[Records drawn from a dataset]

* * * *

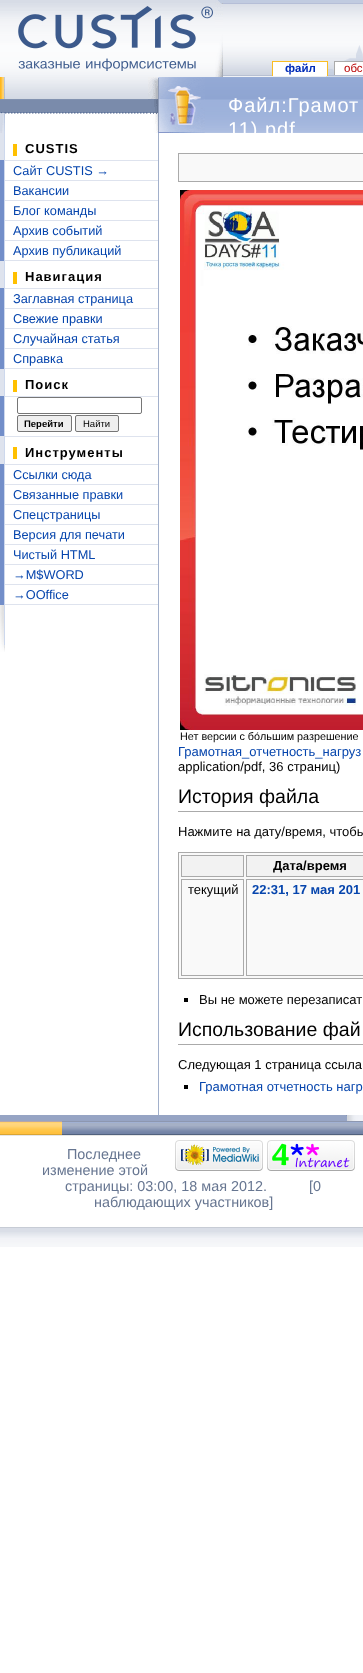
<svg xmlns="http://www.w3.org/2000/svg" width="363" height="1673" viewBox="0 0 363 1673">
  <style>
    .t1 { font: bold 11.5px Liberation Sans; fill: #002bb8; }
    .t2 { font: 11.5px Liberation Sans; fill: #ba0000; }
    .t3 { font: bold 13px Liberation Sans; letter-spacing: 1px; fill: #000; }
    .t4 { font: 12.75px Liberation Sans; fill: #0645ad; }
    .t5 { font: bold 9.5px Liberation Sans; fill: #000; }
    .t6 { font: 9.5px Liberation Sans; fill: #000; }
    .t7 { font: 20px Liberation Sans; letter-spacing: 1px; fill: #fff; }
    .t8 { font: 10.8px Liberation Sans; fill: #000; }
    .t9 { font: 13px Liberation Sans; fill: #0645ad; }
    .t10 { font: 13px Liberation Sans; fill: #000; }
    .t11 { font: 19.5px Liberation Sans; fill: #000; }
    .t12 { font: bold 13px Liberation Sans; fill: #000; }
    .t13 { font: bold 13px Liberation Sans; fill: #0645ad; }
    .t14 { font: 14.4px Liberation Sans; fill: #677691; }
  </style>
  <rect width="100%" height="100%" fill="#fff"/>
  <image x="0" y="0" width="363" height="77" href="images/1.png"/>
  <image x="0" y="0" width="215" height="76" href="images/2.png"/>
  <image x="18" y="6" width="195" height="65" href="images/3.png"/>
  <image x="215" y="0" width="8" height="77" href="images/4.png"/>
  <image x="311" y="45" width="52" height="32" href="images/5.png"/>
  <rect x="273" y="62" width="54" height="14" fill="#fff"/>
  <text x="285" y="72" class="t1">файл</text>
  <rect x="272" y="61" width="56" height="1" fill="#fabd23"/>
  <rect x="327" y="61" width="1" height="15" fill="#fabd23"/>
  <rect x="272" y="61" width="1" height="15" fill="#fabd23"/>
  <rect x="335" y="62" width="28" height="13" fill="#fff"/>
  <text x="344" y="72" class="t2">обс</text>
  <rect x="334" y="61" width="29" height="1" fill="#aaa"/>
  <rect x="334" y="61" width="1" height="14" fill="#aaa"/>
  <image x="0" y="77" width="5" height="56" href="images/6.png"/>
  <image x="5" y="77" width="143" height="37" href="images/7.png"/>
  <image x="148" y="77" width="10" height="56" href="images/8.png"/>
  <rect x="0" y="133" width="4" height="27" fill="#dee3ee"/>
  <rect x="4" y="133" width="1" height="27" fill="#cdd8ed"/>
  <rect x="13" y="144" width="4" height="12" fill="#ffc000"/>
  <text x="25" y="153" class="t3">CUSTIS</text>
  <rect x="0" y="160" width="5" height="1" fill="#728ec9"/>
  <rect x="4" y="160" width="1" height="20" fill="#cdd8ed"/>
  <rect x="5" y="160" width="153" height="1" fill="#dee3ee"/>
  <rect x="0" y="161" width="4" height="19" fill="#728ec9"/>
  <text x="13" y="175" class="t4">Сайт CUSTIS →</text>
  <rect x="0" y="180" width="5" height="1" fill="#728ec9"/>
  <rect x="4" y="180" width="1" height="20" fill="#cdd8ed"/>
  <rect x="5" y="180" width="153" height="1" fill="#dee3ee"/>
  <rect x="0" y="181" width="4" height="19" fill="#728ec9"/>
  <text x="13" y="195" class="t4">Вакансии</text>
  <rect x="0" y="200" width="5" height="1" fill="#728ec9"/>
  <rect x="4" y="200" width="1" height="20" fill="#cdd8ed"/>
  <rect x="5" y="200" width="153" height="1" fill="#dee3ee"/>
  <rect x="0" y="201" width="4" height="19" fill="#728ec9"/>
  <text x="13" y="215" class="t4">Блог команды</text>
  <rect x="0" y="220" width="5" height="1" fill="#728ec9"/>
  <rect x="4" y="220" width="1" height="20" fill="#cdd8ed"/>
  <rect x="5" y="220" width="153" height="1" fill="#dee3ee"/>
  <rect x="0" y="221" width="4" height="19" fill="#728ec9"/>
  <text x="13" y="235" class="t4">Архив событий</text>
  <rect x="0" y="240" width="5" height="1" fill="#728ec9"/>
  <rect x="4" y="240" width="1" height="20" fill="#cdd8ed"/>
  <rect x="5" y="240" width="153" height="1" fill="#dee3ee"/>
  <rect x="0" y="241" width="4" height="19" fill="#728ec9"/>
  <text x="13" y="255" class="t4">Архив публикаций</text>
  <rect x="0" y="260" width="5" height="1" fill="#728ec9"/>
  <rect x="4" y="260" width="1" height="28" fill="#cdd8ed"/>
  <rect x="5" y="260" width="153" height="1" fill="#dee3ee"/>
  <rect x="0" y="261" width="4" height="27" fill="#dee3ee"/>
  <rect x="13" y="272" width="4" height="12" fill="#ffc000"/>
  <text x="25" y="281" class="t3">Навигация</text>
  <rect x="0" y="288" width="5" height="1" fill="#728ec9"/>
  <rect x="4" y="288" width="1" height="20" fill="#cdd8ed"/>
  <rect x="5" y="288" width="153" height="1" fill="#dee3ee"/>
  <rect x="0" y="289" width="4" height="19" fill="#728ec9"/>
  <text x="13" y="303" class="t4">Заглавная страница</text>
  <rect x="0" y="308" width="5" height="1" fill="#728ec9"/>
  <rect x="4" y="308" width="1" height="20" fill="#cdd8ed"/>
  <rect x="5" y="308" width="153" height="1" fill="#dee3ee"/>
  <rect x="0" y="309" width="4" height="19" fill="#728ec9"/>
  <text x="13" y="323" class="t4">Свежие правки</text>
  <rect x="0" y="328" width="5" height="1" fill="#728ec9"/>
  <rect x="4" y="328" width="1" height="20" fill="#cdd8ed"/>
  <rect x="5" y="328" width="153" height="1" fill="#dee3ee"/>
  <rect x="0" y="329" width="4" height="19" fill="#728ec9"/>
  <text x="13" y="343" class="t4">Случайная статья</text>
  <rect x="0" y="348" width="5" height="1" fill="#728ec9"/>
  <rect x="4" y="348" width="1" height="20" fill="#cdd8ed"/>
  <rect x="5" y="348" width="153" height="1" fill="#dee3ee"/>
  <rect x="0" y="349" width="4" height="19" fill="#728ec9"/>
  <text x="13" y="363" class="t4">Справка</text>
  <rect x="0" y="368" width="5" height="1" fill="#728ec9"/>
  <rect x="4" y="368" width="1" height="28" fill="#cdd8ed"/>
  <rect x="5" y="368" width="153" height="1" fill="#dee3ee"/>
  <rect x="0" y="369" width="4" height="27" fill="#dee3ee"/>
  <rect x="13" y="380" width="4" height="12" fill="#ffc000"/>
  <text x="25" y="389" class="t3">Поиск</text>
  <rect x="0" y="396" width="5" height="1" fill="#728ec9"/>
  <rect x="4" y="396" width="1" height="40" fill="#cdd8ed"/>
  <rect x="5" y="396" width="153" height="1" fill="#dee3ee"/>
  <rect x="0" y="397" width="4" height="39" fill="#728ec9"/>
  <rect x="17.5" y="397.5" width="124" height="16" rx="1.5" fill="none" stroke="#767676"/>
  <rect x="17.5" y="415.5" width="54" height="16" rx="1.5" fill="#efefef" stroke="#767676"/>
  <text x="24" y="427" class="t5">Перейти</text>
  <rect x="75.5" y="415.5" width="43" height="16" rx="1.5" fill="#efefef" stroke="#767676"/>
  <text x="83" y="427" class="t6">Найти</text>
  <rect x="0" y="436" width="158" height="1" fill="#dee3ee"/>
  <rect x="4" y="436" width="1" height="28" fill="#cdd8ed"/>
  <rect x="0" y="437" width="4" height="27" fill="#dee3ee"/>
  <rect x="13" y="447" width="4" height="12" fill="#ffc000"/>
  <text x="25" y="457" class="t3">Инструменты</text>
  <rect x="0" y="464" width="5" height="1" fill="#728ec9"/>
  <rect x="4" y="464" width="1" height="20" fill="#cdd8ed"/>
  <rect x="5" y="464" width="153" height="1" fill="#dee3ee"/>
  <rect x="0" y="465" width="4" height="19" fill="#728ec9"/>
  <text x="13" y="479" class="t4">Ссылки сюда</text>
  <rect x="0" y="484" width="5" height="1" fill="#728ec9"/>
  <rect x="4" y="484" width="1" height="20" fill="#cdd8ed"/>
  <rect x="5" y="484" width="153" height="1" fill="#dee3ee"/>
  <rect x="0" y="485" width="4" height="19" fill="#728ec9"/>
  <text x="13" y="499" class="t4">Связанные правки</text>
  <rect x="0" y="504" width="5" height="1" fill="#728ec9"/>
  <rect x="4" y="504" width="1" height="20" fill="#cdd8ed"/>
  <rect x="5" y="504" width="153" height="1" fill="#dee3ee"/>
  <rect x="0" y="505" width="4" height="19" fill="#728ec9"/>
  <text x="13" y="519" class="t4">Спецстраницы</text>
  <rect x="0" y="524" width="5" height="1" fill="#728ec9"/>
  <rect x="4" y="524" width="1" height="20" fill="#cdd8ed"/>
  <rect x="5" y="524" width="153" height="1" fill="#dee3ee"/>
  <rect x="0" y="525" width="4" height="19" fill="#728ec9"/>
  <text x="13" y="539" class="t4">Версия для печати</text>
  <rect x="0" y="544" width="5" height="1" fill="#728ec9"/>
  <rect x="4" y="544" width="1" height="20" fill="#cdd8ed"/>
  <rect x="5" y="544" width="153" height="1" fill="#dee3ee"/>
  <rect x="0" y="545" width="4" height="19" fill="#728ec9"/>
  <text x="13" y="559" class="t4">Чистый HTML</text>
  <rect x="0" y="564" width="5" height="1" fill="#728ec9"/>
  <rect x="4" y="564" width="1" height="20" fill="#cdd8ed"/>
  <rect x="5" y="564" width="153" height="1" fill="#dee3ee"/>
  <rect x="0" y="565" width="4" height="19" fill="#728ec9"/>
  <text x="13" y="579" class="t4">→M$WORD</text>
  <rect x="0" y="584" width="5" height="1" fill="#728ec9"/>
  <rect x="4" y="584" width="1" height="20" fill="#cdd8ed"/>
  <rect x="5" y="584" width="153" height="1" fill="#dee3ee"/>
  <rect x="0" y="585" width="4" height="19" fill="#728ec9"/>
  <text x="13" y="599" class="t4">→OOffice</text>
  <rect x="0" y="604" width="5" height="1" fill="#728ec9"/>
  <rect x="4" y="604" width="1" height="1" fill="#cdd8ed"/>
  <rect x="5" y="604" width="153" height="1" fill="#dee3ee"/>
  <image x="0" y="605" width="5" height="47" href="images/9.png"/>
  <rect x="158" y="133" width="1" height="982" fill="#a2b0cb"/>
  <image x="205" y="77" width="158" height="56" href="images/10.png"/>
  <image x="158" y="77" width="47" height="56" href="images/11.png"/>
  <text x="228" y="112" class="t7">Файл:Грамот</text>
  <text x="228" y="136" class="t7">11).pdf</text>
  <rect x="178.5" y="153.5" width="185" height="28" fill="#f9f9f9" stroke="#aaa"/>
  <image x="180" y="190" width="183" height="540" href="images/12.png"/>
  <text x="180" y="740" class="t8">Нет версии с бо́льшим разрешение</text>
  <text x="178" y="756" class="t9">Грамотная_отчетность_нагруз</text>
  <text x="178" y="771" class="t10">application/pdf, 36 страниц)</text>
  <rect x="178" y="811" width="185" height="1" fill="#aaa"/>
  <text x="178" y="803" class="t11">История файла</text>
  <text x="178" y="836" class="t10">Нажмите на дату/время, чтобы</text>
  <rect x="178.5" y="852.5" width="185" height="126" fill="#f9f9f9" stroke="#aaa"/>
  <rect x="181.5" y="855.5" width="62" height="21" fill="#f2f2f2" stroke="#aaa"/>
  <rect x="246.5" y="855.5" width="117" height="21" fill="#f2f2f2" stroke="#aaa"/>
  <text x="273" y="870" class="t12">Дата/время</text>
  <rect x="181.5" y="879.5" width="62" height="96" fill="none" stroke="#aaa"/>
  <text x="188" y="894" class="t10">текущий</text>
  <rect x="246.5" y="879.5" width="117" height="96" fill="none" stroke="#aaa"/>
  <text x="252" y="894" class="t13">22:31, 17 мая 201</text>
  <rect x="184" y="998" width="4" height="4" fill="#000"/>
  <text x="199" y="1004" class="t10">Вы не можете перезаписат</text>
  <rect x="178" y="1044" width="185" height="1" fill="#aaa"/>
  <text x="178" y="1036" class="t11">Использование фай</text>
  <text x="178" y="1069" class="t10">Следующая 1 страница ссыла</text>
  <rect x="184" y="1085" width="4" height="4" fill="#000"/>
  <text x="199" y="1091" class="t9">Грамотная отчетность нагр</text>
  <rect x="0" y="1115" width="346" height="6" fill="#96a4c4"/>
  <image x="346" y="1115" width="17" height="6" href="images/13.png"/>
  <image x="0" y="1121" width="62" height="15" href="images/14.png"/>
  <image x="62" y="1121" width="284" height="15" href="images/15.png"/>
  <image x="346" y="1121" width="17" height="15" href="images/16.png"/>
  <image x="175" y="1140" width="88" height="31" href="images/17.png"/>
  <image x="267" y="1140" width="88" height="31" href="images/18.png"/>
  <text x="67" y="1159" class="t14">Последнее</text>
  <text x="42" y="1175" class="t14">изменение этой</text>
  <text x="65" y="1191" class="t14">страницы: 03:00, 18 мая 2012.</text>
  <text x="309" y="1191" class="t14">[0</text>
  <text x="94" y="1207" class="t14">наблюдающих участников]</text>
  <image x="0" y="1227" width="363" height="20" href="images/19.png"/>
</svg>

* * * *

* [WORK TO BE COMPLETED] From the entries above, say how many lines contain "letter". Only the number is wanted.

* [ANSWER SECTION] 2